Zur Anwendung der Zinshöhenschranke kommt es nicht, sofern der Darlehensgeber in seinem Ansässigkeitsstaat einer wesentlichen wirtschaftlichen Tätigkeit nachgeht (sog. Substanzausnahme). Dies setzt insbesondere den Einsatz der für die Ausübung der Tätigkeit erforderlichen sachlichen und personellen Ausstattung in diesem Staat voraus. Die Tätigkeit muss durch hinreichend qualifiziertes Personal selbständig und eigenverantwortlich ausgeübt werden. Eine Geschäftsbesorgung durch Dritte genügt nicht. Diese Substanzausnahme wird wiederum nicht gewährt, wenn der Darlehensgeber in einem Staat ansässig ist, der nach einschlägigen Vereinbarungen nicht zum Leisten von Amtshilfe verpflichtet ist.

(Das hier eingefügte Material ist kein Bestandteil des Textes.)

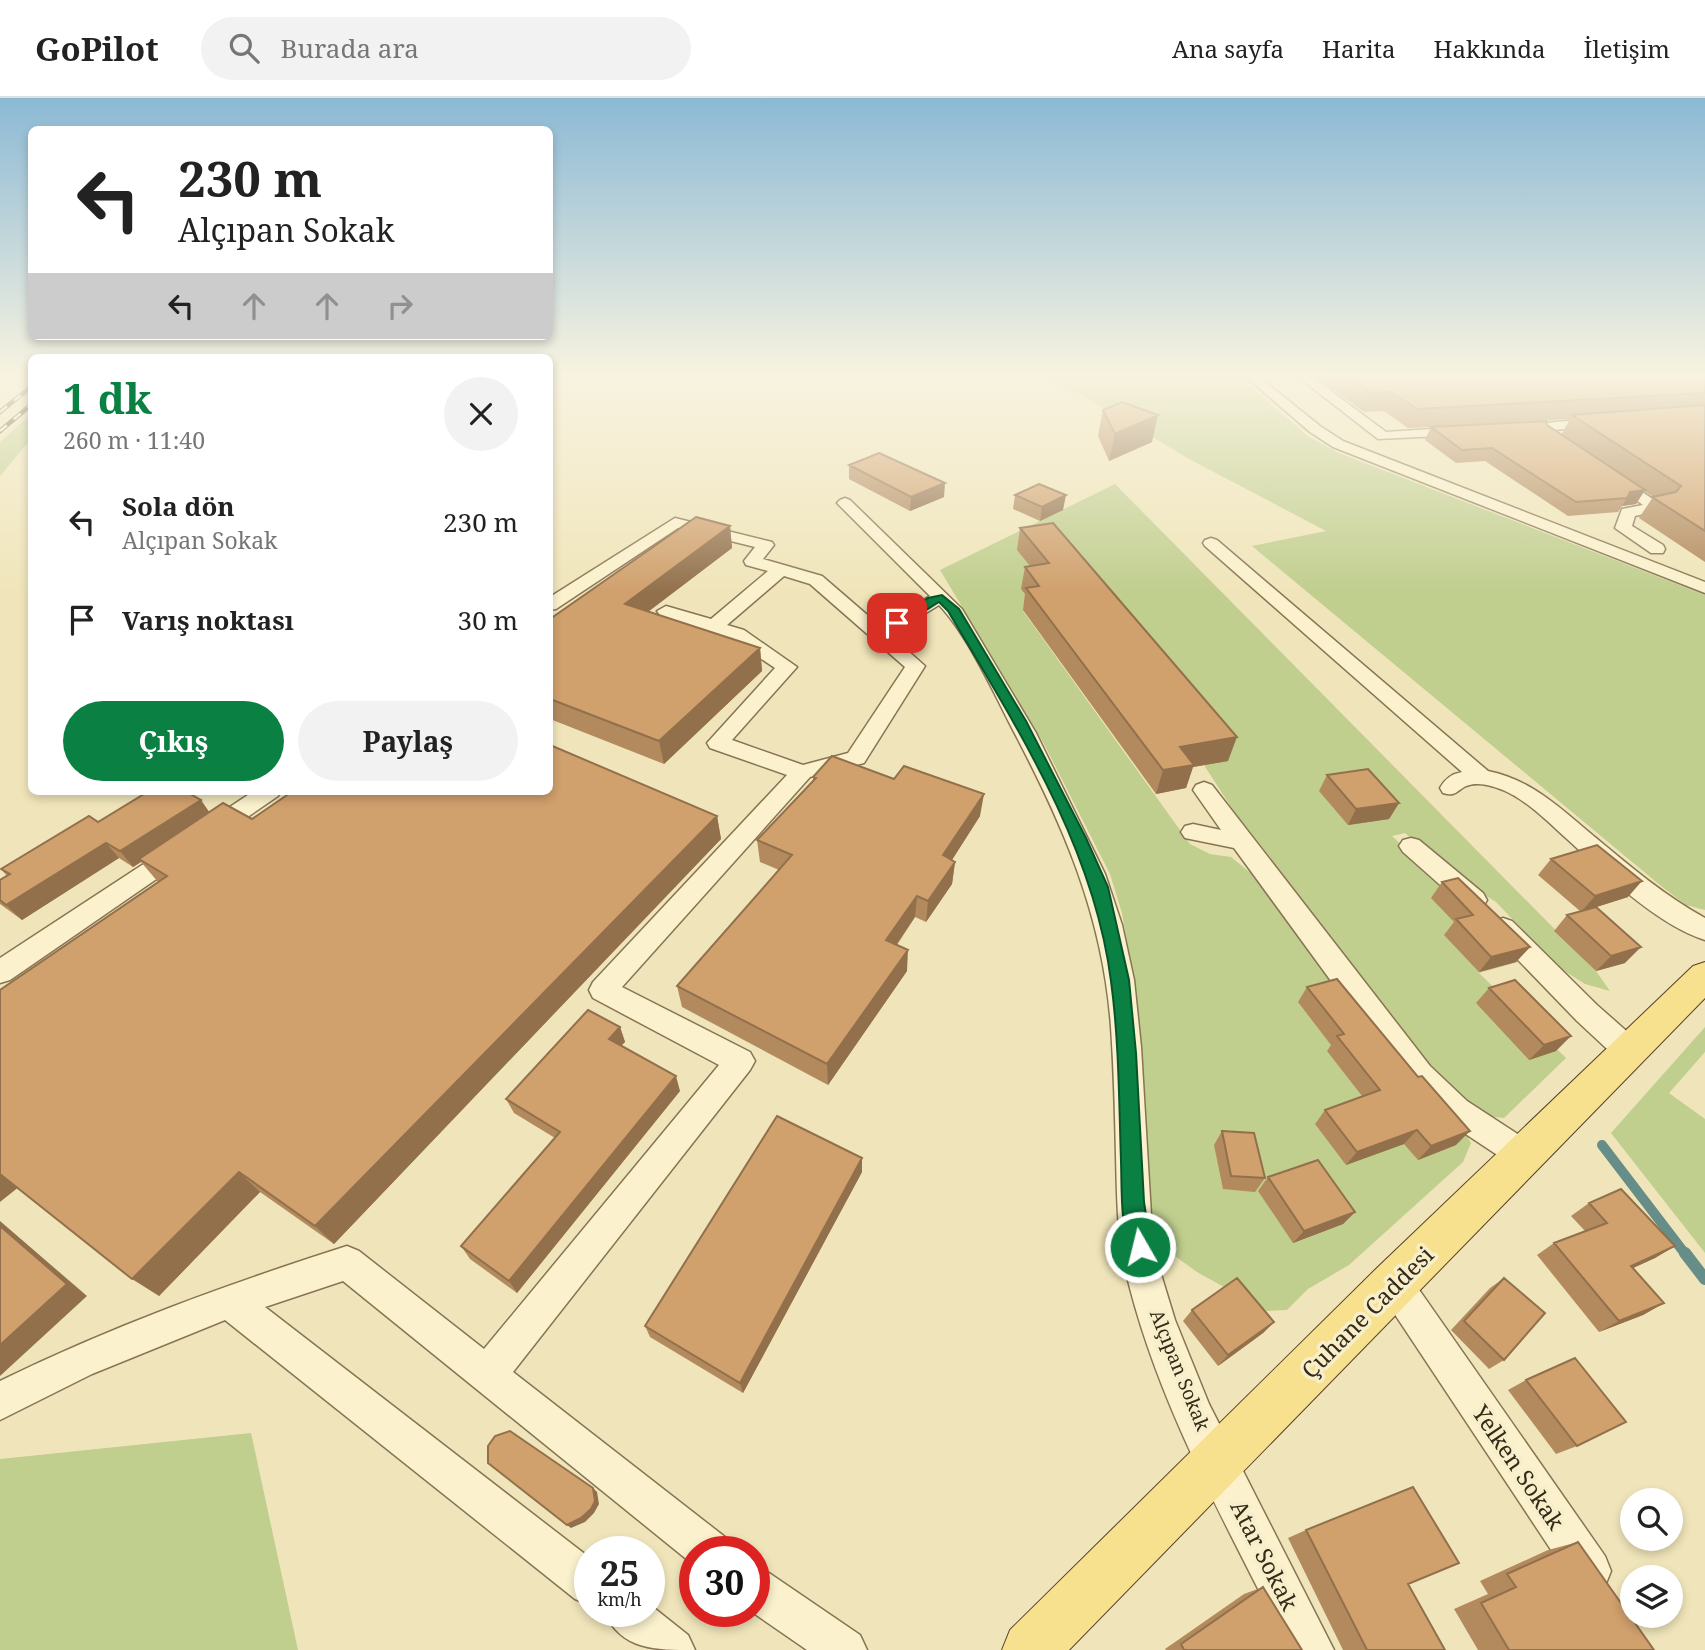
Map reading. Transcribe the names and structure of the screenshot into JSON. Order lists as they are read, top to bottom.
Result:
{
  "streets": {
    "main road": ["Çuhane Caddesi"],
    "street": ["Alçıpan Sokak", "Yelken Sokak", "Atar Sokak"]
  },
  "crossings": [
    ["Çuhane Caddesi", "Alçıpan Sokak"],
    ["Çuhane Caddesi", "Yelken Sokak"],
    ["Çuhane Caddesi", "Atar Sokak"],
    ["Alçıpan Sokak", "Atar Sokak"]
  ],
  "page": {
    "header": "GoPilot",
    "search": "Burada ara",
    "nav": [
      "Ana sayfa",
      "Harita",
      "Hakkında",
      "İletişim"
    ],
    "turn": ["230 m", "Alçıpan Sokak"],
    "heading": ["1 dk", "260 m · 11:40"],
    "list": [
      {
        "name": "Sola dön",
        "note": "Alçıpan Sokak",
        "value": "230 m"
      },
      {
        "name": "Varış noktası",
        "value": "30 m"
      }
    ],
    "buttons": ["Çıkış", "Paylaş"],
    "speed": "25 km/h",
    "limit": "30"
  }
}
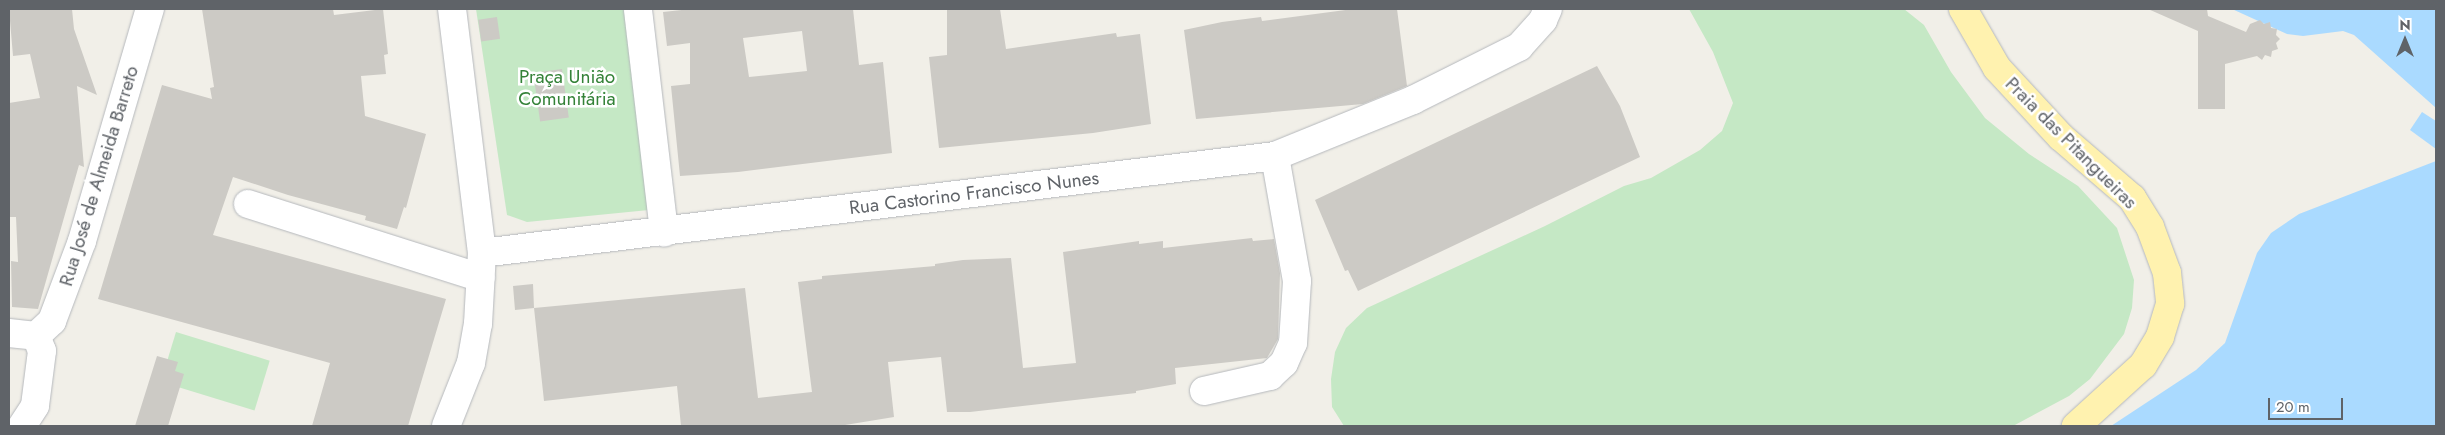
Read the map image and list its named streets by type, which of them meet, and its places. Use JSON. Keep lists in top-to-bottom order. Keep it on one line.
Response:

Darüber hinaus wird dem Steuerpflichtigen (Darlehensnehmer) die Möglichkeit eröffnet nachzuweisen, dass sowohl der Gläubiger (Darlehensgeber) als auch – im Falle von Unternehmensgruppen – die oberste Muttergesellschaft das Kapital bei sonst gleichen Umständen nur zu einem über dem Höchstsatz liegenden Zinssatz hätten erhalten können. Gelingt dieser Nachweis, dann ist als Höchstsatz dieser nachgewiesene Zinssatz anzuwenden, der im günstigsten Fall hätte erzielt werden können. Als Nachweis kommen etwa der Refinanzierungssatz der obersten Muttergesellschaft oder Datenbankstudien auf Ebene der obersten Muttergesellschaft zum
Zeitpunkt des Abschlusses der zu untersuchenden Finanzierungsbeziehung in Betracht. Nicht ausreichend sind hingegen reine Angebote von Banken oder anderen möglichen
Gläubigern.

Die Einführung einer Zinshöhenschranke verschärft die steuerlichen Rahmenbedingungen für konzerninterne Finanzierungsbeziehungen in Deutschland weiter. Dies gilt insbesondere vor dem Hintergrund, dass auch Darlehen zwischen inländischen Gesellschaften einer Unternehmensgruppe erfasst werden. Im Einzelfall werden Zinserträge in Deutschland somit voll versteuert, während Zinsaufwendungen nicht abgezogen werden können.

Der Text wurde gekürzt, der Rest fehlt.